Closed justinormont closed 3 years ago
Validate this issue on:
dotnet tool list -g mlnet 16.5.22
dotnet --version 5.0.202
Data Set: https://testpass.blob.core.windows.net/test-pass-data/taxi-fare.csv
Steps: If not indicate the file extension in cmd commend, will have error: File does not exist
So this issue still can be repro, and please let me know if the above steps is incorrect.
@JakeRadMSFT This hasn't been fixed. Should we close and see if any customers ask for this?
For the model builder, Isn't the check for file extension deliberately added, even it's not necessary, so that user knows they should pass a fix-width txt-format file?

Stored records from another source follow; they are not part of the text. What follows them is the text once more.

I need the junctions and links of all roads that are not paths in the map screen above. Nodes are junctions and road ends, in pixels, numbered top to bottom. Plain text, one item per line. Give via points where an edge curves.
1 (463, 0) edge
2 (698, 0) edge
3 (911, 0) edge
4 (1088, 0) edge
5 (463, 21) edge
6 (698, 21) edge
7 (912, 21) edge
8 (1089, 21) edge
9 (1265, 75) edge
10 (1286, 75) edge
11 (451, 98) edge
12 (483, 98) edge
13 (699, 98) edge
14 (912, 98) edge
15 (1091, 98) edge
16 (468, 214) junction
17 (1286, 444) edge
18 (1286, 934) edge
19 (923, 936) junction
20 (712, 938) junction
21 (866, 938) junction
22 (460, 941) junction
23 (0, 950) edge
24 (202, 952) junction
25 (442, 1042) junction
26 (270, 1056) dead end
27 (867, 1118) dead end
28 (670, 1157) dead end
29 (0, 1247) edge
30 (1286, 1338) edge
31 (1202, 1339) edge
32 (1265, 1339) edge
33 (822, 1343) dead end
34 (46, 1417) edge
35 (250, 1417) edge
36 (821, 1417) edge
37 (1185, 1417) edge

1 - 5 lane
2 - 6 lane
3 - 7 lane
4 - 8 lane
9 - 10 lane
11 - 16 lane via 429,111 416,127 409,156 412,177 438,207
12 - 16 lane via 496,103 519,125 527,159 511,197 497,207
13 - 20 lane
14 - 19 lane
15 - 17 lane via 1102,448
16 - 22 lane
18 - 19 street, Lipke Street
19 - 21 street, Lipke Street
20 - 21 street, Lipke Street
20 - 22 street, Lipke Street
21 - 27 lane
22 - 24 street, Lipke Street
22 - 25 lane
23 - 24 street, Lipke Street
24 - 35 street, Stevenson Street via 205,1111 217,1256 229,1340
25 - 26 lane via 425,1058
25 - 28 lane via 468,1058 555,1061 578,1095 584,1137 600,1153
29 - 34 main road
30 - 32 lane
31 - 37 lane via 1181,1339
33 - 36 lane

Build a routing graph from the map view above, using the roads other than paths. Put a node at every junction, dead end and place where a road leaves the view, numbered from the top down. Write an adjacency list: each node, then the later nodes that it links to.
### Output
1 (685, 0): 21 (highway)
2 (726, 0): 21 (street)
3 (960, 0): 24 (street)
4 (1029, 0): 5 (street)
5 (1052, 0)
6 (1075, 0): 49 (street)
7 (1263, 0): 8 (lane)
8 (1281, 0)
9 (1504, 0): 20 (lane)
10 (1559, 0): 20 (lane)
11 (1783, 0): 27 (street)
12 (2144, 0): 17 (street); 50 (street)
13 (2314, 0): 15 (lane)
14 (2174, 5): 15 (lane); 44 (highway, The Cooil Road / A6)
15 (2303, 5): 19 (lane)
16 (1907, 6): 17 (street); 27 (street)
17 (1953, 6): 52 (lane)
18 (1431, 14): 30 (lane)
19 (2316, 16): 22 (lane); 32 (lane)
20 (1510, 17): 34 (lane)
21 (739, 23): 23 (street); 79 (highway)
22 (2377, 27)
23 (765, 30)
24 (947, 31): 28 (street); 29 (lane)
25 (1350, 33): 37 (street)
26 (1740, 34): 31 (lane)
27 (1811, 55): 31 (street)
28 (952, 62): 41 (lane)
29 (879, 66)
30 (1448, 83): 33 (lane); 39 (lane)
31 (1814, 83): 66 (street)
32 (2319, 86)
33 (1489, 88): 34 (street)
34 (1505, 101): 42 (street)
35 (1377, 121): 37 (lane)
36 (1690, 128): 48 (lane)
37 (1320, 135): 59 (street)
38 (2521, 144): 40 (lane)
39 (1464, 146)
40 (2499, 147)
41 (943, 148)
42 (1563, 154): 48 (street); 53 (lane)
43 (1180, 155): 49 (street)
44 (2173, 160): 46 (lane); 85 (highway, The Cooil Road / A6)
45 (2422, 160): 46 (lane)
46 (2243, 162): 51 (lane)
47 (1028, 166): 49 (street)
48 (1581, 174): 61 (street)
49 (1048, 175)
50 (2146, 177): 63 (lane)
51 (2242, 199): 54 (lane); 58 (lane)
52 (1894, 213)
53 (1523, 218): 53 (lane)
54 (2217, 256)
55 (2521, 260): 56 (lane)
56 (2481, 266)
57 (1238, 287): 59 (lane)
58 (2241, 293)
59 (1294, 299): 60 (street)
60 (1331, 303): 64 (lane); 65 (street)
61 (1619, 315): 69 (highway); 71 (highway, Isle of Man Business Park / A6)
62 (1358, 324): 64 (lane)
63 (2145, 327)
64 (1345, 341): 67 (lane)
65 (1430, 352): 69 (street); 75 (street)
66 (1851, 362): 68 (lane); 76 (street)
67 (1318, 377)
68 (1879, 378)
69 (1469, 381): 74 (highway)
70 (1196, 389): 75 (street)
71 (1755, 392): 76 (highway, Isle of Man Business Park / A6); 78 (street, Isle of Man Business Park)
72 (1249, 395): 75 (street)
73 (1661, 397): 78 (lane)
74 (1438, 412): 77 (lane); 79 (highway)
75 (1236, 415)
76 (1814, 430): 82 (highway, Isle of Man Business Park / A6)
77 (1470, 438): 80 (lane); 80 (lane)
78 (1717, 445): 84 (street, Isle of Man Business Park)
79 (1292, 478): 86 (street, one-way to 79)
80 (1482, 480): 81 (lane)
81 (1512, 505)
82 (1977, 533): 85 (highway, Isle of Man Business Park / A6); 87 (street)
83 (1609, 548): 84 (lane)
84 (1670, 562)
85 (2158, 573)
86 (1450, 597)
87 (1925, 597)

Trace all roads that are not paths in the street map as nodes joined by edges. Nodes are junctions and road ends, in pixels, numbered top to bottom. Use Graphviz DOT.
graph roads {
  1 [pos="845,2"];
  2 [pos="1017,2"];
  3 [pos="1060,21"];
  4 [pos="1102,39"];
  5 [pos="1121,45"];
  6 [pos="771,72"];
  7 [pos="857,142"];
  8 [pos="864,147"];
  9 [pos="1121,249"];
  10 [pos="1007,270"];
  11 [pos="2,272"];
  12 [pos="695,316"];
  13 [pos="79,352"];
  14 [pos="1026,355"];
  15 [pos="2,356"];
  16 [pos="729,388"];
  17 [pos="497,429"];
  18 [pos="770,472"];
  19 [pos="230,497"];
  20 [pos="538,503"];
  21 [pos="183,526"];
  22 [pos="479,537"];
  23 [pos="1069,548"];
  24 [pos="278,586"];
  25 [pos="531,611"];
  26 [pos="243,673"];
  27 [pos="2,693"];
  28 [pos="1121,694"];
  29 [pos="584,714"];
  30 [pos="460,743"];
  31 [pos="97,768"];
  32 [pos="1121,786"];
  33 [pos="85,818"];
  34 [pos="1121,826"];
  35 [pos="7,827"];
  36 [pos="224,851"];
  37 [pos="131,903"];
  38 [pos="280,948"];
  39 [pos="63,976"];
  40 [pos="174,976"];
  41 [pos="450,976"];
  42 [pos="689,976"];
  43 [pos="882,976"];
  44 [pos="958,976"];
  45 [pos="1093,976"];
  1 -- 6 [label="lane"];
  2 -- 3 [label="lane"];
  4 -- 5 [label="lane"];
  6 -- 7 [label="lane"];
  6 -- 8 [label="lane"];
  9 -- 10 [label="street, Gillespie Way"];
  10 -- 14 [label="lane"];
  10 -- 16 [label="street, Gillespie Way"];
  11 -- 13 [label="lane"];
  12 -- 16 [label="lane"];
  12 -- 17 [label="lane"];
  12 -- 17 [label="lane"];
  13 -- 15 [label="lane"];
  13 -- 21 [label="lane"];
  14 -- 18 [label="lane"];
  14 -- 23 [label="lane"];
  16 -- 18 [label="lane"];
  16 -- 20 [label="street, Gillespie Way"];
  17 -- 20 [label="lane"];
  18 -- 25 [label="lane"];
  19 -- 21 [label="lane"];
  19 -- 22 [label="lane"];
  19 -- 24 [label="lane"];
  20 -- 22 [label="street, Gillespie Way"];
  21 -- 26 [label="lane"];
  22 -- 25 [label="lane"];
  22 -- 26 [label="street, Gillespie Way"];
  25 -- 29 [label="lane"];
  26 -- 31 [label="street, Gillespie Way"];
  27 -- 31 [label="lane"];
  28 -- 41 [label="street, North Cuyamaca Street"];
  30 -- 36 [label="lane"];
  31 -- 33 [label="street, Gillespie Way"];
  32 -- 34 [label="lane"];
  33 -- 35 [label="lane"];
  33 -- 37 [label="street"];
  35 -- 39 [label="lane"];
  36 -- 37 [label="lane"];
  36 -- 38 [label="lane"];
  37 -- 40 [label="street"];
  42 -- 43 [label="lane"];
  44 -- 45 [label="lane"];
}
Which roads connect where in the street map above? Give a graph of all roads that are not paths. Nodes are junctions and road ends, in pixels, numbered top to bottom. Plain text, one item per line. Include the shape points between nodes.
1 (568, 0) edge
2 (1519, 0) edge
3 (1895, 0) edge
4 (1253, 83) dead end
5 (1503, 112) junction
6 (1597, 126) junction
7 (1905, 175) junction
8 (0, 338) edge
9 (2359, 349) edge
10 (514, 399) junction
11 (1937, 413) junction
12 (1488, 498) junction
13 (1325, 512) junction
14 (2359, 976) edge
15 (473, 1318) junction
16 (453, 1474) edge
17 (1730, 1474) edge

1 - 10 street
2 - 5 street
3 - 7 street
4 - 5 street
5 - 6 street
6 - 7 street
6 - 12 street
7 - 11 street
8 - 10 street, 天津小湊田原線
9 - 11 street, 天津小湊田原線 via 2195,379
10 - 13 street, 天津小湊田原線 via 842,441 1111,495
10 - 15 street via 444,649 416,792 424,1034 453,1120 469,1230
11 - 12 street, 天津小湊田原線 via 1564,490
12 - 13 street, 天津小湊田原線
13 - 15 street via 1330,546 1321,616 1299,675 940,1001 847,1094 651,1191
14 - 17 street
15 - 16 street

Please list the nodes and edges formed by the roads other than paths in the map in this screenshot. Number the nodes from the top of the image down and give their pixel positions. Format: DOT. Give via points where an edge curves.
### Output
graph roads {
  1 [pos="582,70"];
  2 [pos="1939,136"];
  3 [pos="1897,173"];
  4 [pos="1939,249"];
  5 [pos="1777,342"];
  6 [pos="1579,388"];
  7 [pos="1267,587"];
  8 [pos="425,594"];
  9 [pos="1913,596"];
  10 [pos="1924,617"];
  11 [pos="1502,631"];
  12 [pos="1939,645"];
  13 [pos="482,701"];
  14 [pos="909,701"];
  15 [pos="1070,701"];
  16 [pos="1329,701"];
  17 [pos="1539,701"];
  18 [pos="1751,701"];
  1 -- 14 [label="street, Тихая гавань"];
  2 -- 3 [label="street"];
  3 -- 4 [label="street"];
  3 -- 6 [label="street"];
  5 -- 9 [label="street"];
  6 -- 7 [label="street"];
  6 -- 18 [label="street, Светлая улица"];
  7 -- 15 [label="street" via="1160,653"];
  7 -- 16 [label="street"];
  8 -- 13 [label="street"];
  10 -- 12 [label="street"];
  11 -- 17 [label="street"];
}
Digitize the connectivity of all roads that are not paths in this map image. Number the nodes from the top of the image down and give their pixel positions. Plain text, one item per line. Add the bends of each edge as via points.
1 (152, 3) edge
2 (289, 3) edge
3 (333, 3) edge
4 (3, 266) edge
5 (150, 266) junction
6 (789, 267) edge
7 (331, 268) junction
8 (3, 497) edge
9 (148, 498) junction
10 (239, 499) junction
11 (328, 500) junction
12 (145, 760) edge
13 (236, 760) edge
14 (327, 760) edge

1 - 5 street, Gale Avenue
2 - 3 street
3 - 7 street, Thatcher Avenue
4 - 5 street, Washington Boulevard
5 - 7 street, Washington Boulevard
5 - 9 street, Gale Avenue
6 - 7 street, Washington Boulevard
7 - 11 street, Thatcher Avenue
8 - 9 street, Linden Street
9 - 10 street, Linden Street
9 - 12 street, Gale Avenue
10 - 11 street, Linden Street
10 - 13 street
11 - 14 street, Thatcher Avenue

And @vzhuqin The test fails because the file does not exist on disk, which is expected. What @justinormont means is that mlnet shouldn't throw an exception when the file extension is not .csv
, .tsv
or .txt
, which mlnet.cli no longer check any more.
The CLI & Model Builder have a check for acceptable file extensions:
We should remove the check in favor of improving the existing error message. See: https://github.com/dotnet/machinelearning-modelbuilder/issues/748
There is no reason for this check and it reduces the functionality of the product.
Why it's not needed: AutoML already sniffs the file to figure out its format, and from that determines if it's readable. And presents an error message if not.
Why it reduces functionality: Many datasets don't have these extensions. For instance datasets named as
dataset.train
&dataset.test
. Or simply have no extension. When I'm running datasets from a remote fileshare, I generally do not have the ability to rename them to conform to this rule.